**INPUT MATERIAL:**
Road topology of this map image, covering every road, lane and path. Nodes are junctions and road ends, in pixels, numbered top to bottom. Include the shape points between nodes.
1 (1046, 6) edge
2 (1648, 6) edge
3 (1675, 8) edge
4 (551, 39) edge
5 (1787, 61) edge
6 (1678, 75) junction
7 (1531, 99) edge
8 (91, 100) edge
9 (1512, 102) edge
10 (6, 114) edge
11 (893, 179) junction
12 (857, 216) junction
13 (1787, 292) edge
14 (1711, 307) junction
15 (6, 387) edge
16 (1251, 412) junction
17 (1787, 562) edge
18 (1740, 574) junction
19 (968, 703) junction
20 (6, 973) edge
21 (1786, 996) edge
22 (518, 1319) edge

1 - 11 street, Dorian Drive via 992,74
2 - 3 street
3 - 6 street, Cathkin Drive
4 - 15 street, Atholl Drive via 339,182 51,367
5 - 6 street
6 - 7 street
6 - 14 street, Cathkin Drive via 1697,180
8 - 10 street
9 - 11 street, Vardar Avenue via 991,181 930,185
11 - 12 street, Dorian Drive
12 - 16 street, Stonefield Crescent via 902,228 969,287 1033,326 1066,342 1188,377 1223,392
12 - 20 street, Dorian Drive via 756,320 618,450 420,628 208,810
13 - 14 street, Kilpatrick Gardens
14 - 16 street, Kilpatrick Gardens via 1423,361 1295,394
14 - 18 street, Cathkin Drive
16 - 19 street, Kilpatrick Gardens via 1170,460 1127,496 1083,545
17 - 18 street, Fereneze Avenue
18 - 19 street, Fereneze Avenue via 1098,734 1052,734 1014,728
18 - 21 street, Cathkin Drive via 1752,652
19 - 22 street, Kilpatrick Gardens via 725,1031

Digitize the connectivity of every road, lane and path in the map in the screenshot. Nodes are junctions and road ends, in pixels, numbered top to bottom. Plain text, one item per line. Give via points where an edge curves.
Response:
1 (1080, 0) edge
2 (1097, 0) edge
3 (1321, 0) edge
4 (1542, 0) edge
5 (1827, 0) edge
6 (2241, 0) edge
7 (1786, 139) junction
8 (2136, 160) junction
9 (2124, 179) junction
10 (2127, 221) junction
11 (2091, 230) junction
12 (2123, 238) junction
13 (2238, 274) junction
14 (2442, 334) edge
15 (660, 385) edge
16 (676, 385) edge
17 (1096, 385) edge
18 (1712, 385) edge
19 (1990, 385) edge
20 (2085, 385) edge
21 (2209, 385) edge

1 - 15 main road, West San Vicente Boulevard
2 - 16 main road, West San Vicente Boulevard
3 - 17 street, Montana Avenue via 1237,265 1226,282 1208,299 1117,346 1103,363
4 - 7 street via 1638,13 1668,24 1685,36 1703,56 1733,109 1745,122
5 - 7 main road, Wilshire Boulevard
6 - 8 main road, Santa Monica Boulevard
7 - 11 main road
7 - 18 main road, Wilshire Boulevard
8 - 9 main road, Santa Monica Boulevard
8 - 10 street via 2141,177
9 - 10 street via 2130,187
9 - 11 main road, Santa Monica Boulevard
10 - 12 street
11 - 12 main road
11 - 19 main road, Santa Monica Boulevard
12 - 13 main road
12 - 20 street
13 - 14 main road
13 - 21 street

**WHAT NEEDS TO BE DONE:**
Read the listing line by line, and copy each line in which the word "Kilpatrick" is found.

**RESULT FOR THIS TASK:**
13 - 14 street, Kilpatrick Gardens
14 - 16 street, Kilpatrick Gardens via 1423,361 1295,394
16 - 19 street, Kilpatrick Gardens via 1170,460 1127,496 1083,545
19 - 22 street, Kilpatrick Gardens via 725,1031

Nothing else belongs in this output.